For the records below, count the lines containing the word "label" and reply with the number alone.

START Supplied data

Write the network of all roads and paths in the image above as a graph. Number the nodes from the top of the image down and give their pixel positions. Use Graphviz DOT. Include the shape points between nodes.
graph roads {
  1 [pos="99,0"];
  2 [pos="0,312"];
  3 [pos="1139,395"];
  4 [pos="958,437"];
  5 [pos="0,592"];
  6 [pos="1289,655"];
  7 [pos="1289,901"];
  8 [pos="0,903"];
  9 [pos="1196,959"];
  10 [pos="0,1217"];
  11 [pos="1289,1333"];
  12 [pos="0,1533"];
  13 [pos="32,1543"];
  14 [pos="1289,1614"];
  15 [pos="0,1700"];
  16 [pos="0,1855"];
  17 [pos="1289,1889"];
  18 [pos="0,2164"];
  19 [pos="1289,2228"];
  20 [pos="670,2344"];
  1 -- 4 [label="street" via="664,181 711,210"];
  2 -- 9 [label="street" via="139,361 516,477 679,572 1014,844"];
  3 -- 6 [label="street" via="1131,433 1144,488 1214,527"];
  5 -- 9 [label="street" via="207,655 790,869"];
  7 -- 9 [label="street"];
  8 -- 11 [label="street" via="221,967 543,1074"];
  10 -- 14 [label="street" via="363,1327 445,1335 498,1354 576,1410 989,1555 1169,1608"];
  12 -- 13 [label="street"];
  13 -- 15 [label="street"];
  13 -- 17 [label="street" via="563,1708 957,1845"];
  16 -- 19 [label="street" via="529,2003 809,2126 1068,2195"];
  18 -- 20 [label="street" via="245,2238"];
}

END Supplied data

* [Answer] 12